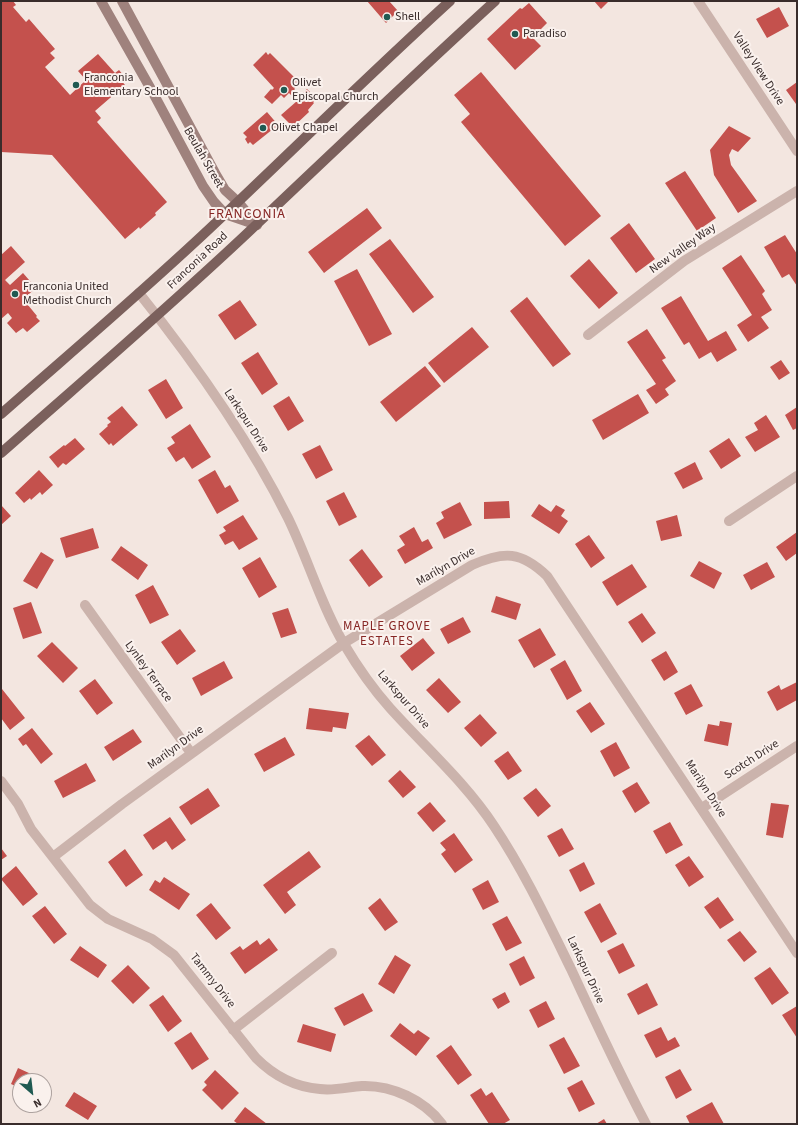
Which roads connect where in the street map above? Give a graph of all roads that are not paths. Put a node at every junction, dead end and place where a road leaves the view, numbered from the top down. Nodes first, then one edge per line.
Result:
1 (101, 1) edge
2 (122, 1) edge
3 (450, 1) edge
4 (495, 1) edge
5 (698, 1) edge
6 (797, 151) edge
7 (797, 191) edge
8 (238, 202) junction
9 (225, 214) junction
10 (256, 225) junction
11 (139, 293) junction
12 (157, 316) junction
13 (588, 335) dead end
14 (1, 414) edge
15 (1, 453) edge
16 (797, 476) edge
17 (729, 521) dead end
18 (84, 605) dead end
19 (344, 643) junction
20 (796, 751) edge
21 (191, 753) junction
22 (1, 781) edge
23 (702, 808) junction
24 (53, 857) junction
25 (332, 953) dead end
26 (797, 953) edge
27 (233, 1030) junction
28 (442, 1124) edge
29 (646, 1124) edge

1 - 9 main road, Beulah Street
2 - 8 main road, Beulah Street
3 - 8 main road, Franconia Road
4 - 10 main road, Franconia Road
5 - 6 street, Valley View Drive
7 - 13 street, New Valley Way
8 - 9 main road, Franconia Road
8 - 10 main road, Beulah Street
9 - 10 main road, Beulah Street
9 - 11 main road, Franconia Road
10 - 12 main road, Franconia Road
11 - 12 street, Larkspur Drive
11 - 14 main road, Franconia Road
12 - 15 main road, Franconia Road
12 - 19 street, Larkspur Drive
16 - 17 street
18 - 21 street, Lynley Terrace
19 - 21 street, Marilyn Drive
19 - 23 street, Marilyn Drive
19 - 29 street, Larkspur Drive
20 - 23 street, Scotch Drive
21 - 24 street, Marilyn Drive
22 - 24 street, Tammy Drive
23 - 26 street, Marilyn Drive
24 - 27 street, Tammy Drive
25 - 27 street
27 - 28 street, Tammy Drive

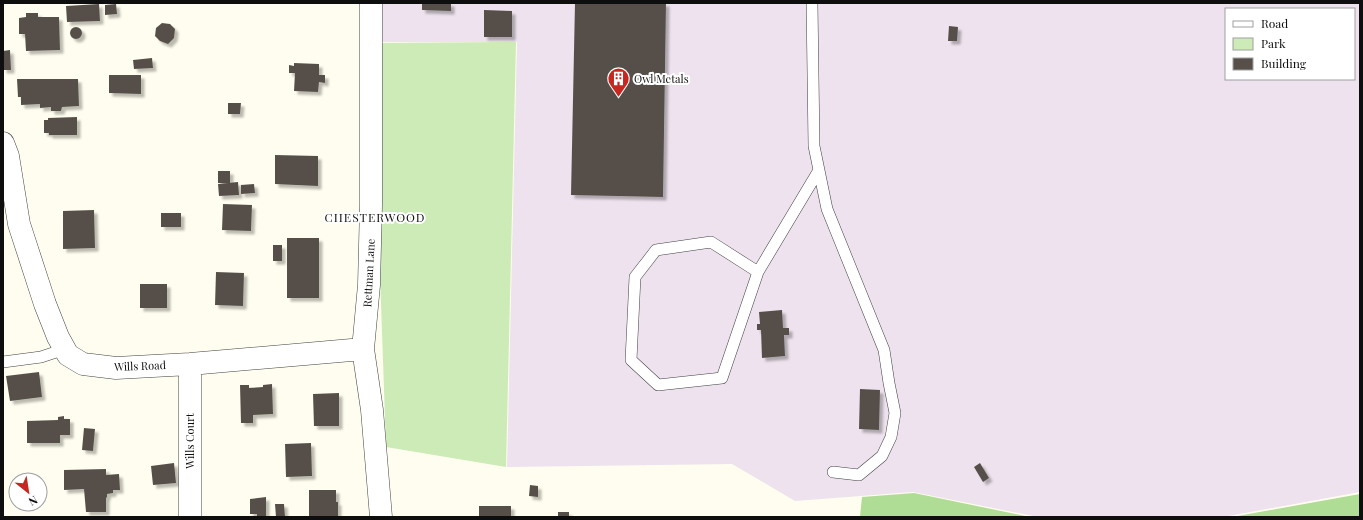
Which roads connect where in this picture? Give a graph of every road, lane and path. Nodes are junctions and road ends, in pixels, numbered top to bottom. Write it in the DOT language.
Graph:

- - -

▸ Exercise details:
Repeat all entries exactly. Skip the pictures.

▸ Exercise response:
Which roads connect where in the street map above? Give a graph of all roads that are not paths. Put a node at every junction, dead end and place where a road leaves the view, numbered from the top down. Nodes first, then one edge per line.
Result:
1 (101, 1) edge
2 (122, 1) edge
3 (450, 1) edge
4 (495, 1) edge
5 (698, 1) edge
6 (797, 151) edge
7 (797, 191) edge
8 (238, 202) junction
9 (225, 214) junction
10 (256, 225) junction
11 (139, 293) junction
12 (157, 316) junction
13 (588, 335) dead end
14 (1, 414) edge
15 (1, 453) edge
16 (797, 476) edge
17 (729, 521) dead end
18 (84, 605) dead end
19 (344, 643) junction
20 (796, 751) edge
21 (191, 753) junction
22 (1, 781) edge
23 (702, 808) junction
24 (53, 857) junction
25 (332, 953) dead end
26 (797, 953) edge
27 (233, 1030) junction
28 (442, 1124) edge
29 (646, 1124) edge

1 - 9 main road, Beulah Street
2 - 8 main road, Beulah Street
3 - 8 main road, Franconia Road
4 - 10 main road, Franconia Road
5 - 6 street, Valley View Drive
7 - 13 street, New Valley Way
8 - 9 main road, Franconia Road
8 - 10 main road, Beulah Street
9 - 10 main road, Beulah Street
9 - 11 main road, Franconia Road
10 - 12 main road, Franconia Road
11 - 12 street, Larkspur Drive
11 - 14 main road, Franconia Road
12 - 15 main road, Franconia Road
12 - 19 street, Larkspur Drive
16 - 17 street
18 - 21 street, Lynley Terrace
19 - 21 street, Marilyn Drive
19 - 23 street, Marilyn Drive
19 - 29 street, Larkspur Drive
20 - 23 street, Scotch Drive
21 - 24 street, Marilyn Drive
22 - 24 street, Tammy Drive
23 - 26 street, Marilyn Drive
24 - 27 street, Tammy Drive
25 - 27 street
27 - 28 street, Tammy Drive

Which roads connect where in this picture? Give a graph of every road, lane and path. Nodes are junctions and road ends, in pixels, numbered top to bottom. Write it in the DOT language.
Graph:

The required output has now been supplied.